WEATHER CHANGE
….those years now lost, that were true.
- William Stafford (“You Forget”)
Even though California’s candle burns at both ends,
north and south, the air is clean and crisp between
hungry, man-eating flames – feeding tight tornados
of hellfire, leaping infernos connecting black ash
to smoke-laden heavens – it is clear from here
to the granite Kaweahs and the near shadows
of leather-leafed blue oaks falling long and dark
down blond hillsides. You would not know that
there were wars, or any frenzied men in yellow
Nomex stretched along dry skirmish lines,
or young men dressed in desert camo pitched
a long ways from home.
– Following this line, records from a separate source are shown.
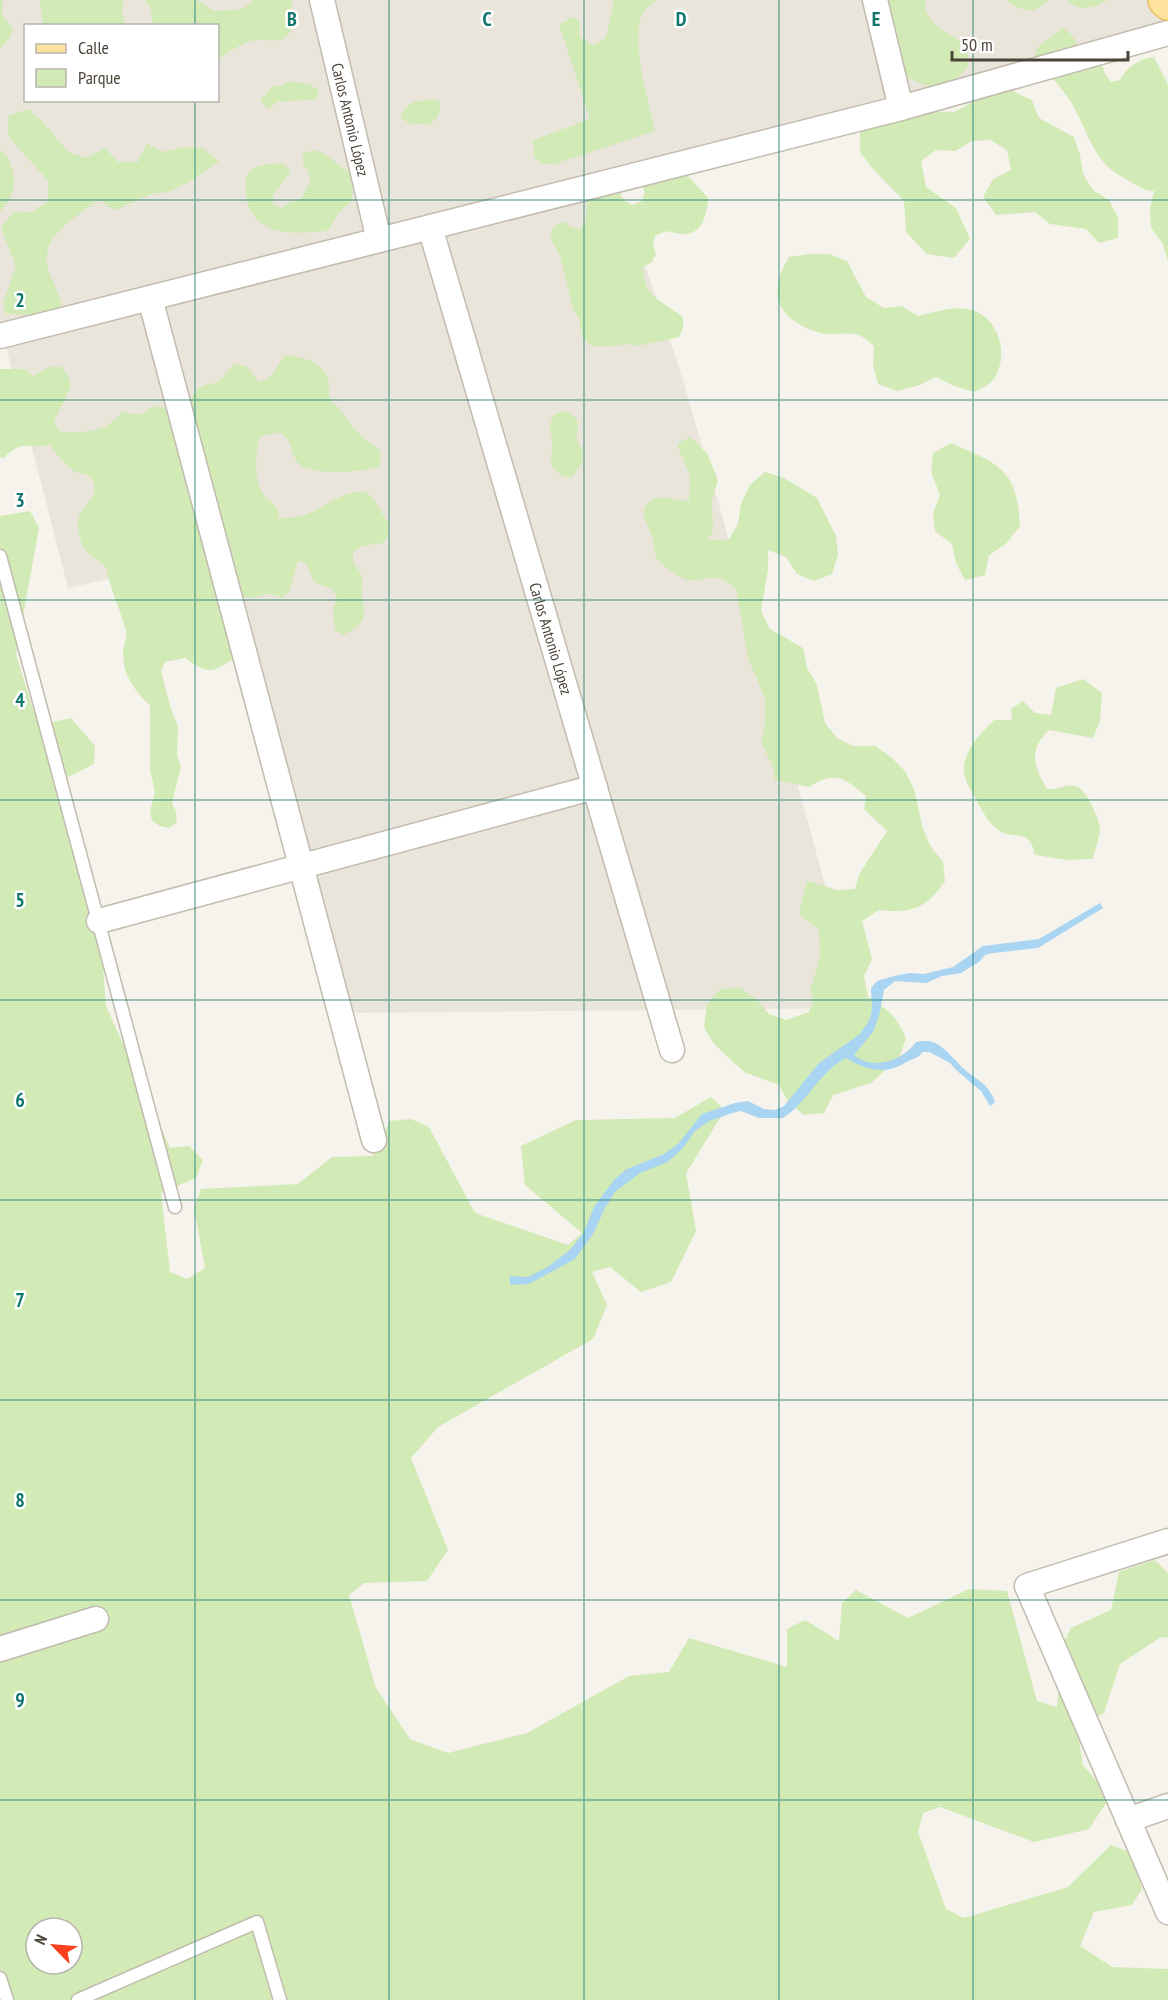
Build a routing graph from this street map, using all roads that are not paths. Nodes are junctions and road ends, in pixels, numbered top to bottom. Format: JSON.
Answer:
{"nodes":[{"id":1,"x":322,"y":0,"type":"edge"},
{"id":2,"x":875,"y":0,"type":"edge"},
{"id":3,"x":1168,"y":33,"type":"edge"},
{"id":4,"x":901,"y":108,"type":"junction"},
{"id":5,"x":430,"y":227,"type":"junction"},
{"id":6,"x":379,"y":240,"type":"junction"},
{"id":7,"x":150,"y":298,"type":"junction"},
{"id":8,"x":0,"y":336,"type":"edge"},
{"id":9,"x":0,"y":556,"type":"edge"},
{"id":10,"x":595,"y":787,"type":"junction"},
{"id":11,"x":301,"y":866,"type":"junction"},
{"id":12,"x":99,"y":921,"type":"junction"},
{"id":13,"x":672,"y":1050,"type":"dead end"},
{"id":14,"x":374,"y":1140,"type":"dead end"},
{"id":15,"x":175,"y":1207,"type":"dead end"},
{"id":16,"x":1168,"y":1541,"type":"edge"},
{"id":17,"x":96,"y":1619,"type":"dead end"},
{"id":18,"x":0,"y":1649,"type":"edge"},
{"id":19,"x":1168,"y":1806,"type":"edge"},
{"id":20,"x":1128,"y":1820,"type":"junction"},
{"id":21,"x":1168,"y":1912,"type":"edge"},
{"id":22,"x":0,"y":1978,"type":"edge"},
{"id":23,"x":7,"y":2000,"type":"edge"},
{"id":24,"x":78,"y":2000,"type":"edge"},
{"id":25,"x":280,"y":2000,"type":"edge"}],
"edges":[{"from":1,"to":6,"type":"street","name":"Carlos Antonio López"},
{"from":2,"to":4,"type":"street"},
{"from":3,"to":4,"type":"street"},
{"from":4,"to":5,"type":"street"},
{"from":5,"to":6,"type":"street"},
{"from":5,"to":10,"type":"street","name":"Carlos Antonio López"},
{"from":6,"to":7,"type":"street"},
{"from":7,"to":8,"type":"street"},
{"from":7,"to":11,"type":"street"},
{"from":9,"to":12,"type":"lane"},
{"from":10,"to":11,"type":"street"},
{"from":10,"to":13,"type":"street","name":"Carlos Antonio López"},
{"from":11,"to":12,"type":"street"},
{"from":11,"to":14,"type":"street"},
{"from":12,"to":15,"type":"lane"},
{"from":16,"to":20,"type":"street"},
{"from":17,"to":18,"type":"street"},
{"from":19,"to":20,"type":"street"},
{"from":20,"to":21,"type":"street"},
{"from":22,"to":23,"type":"lane"},
{"from":24,"to":25,"type":"lane"}]}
You could not know it
from wind or weather unexplained, nor from
the heifers just becoming mothers, finding
babies behind them for the first time, nor from
the coyotes walking among them like scruffy
town dogs on official business. “Those were
the days,” I’d say, when faces came more quickly –
comrades in love, in lust with the wild and
unexpected shared that seems more like distant
dreams we lived and somehow survived
to now forget. But on days like this, a face
will come calling from out of the tree shadows,
through the gray veil to remind me, to replay
a detailed scene before my rewrite – and
I wonder which were true while off the coast
of Baja, a fresh hurricane spins this way.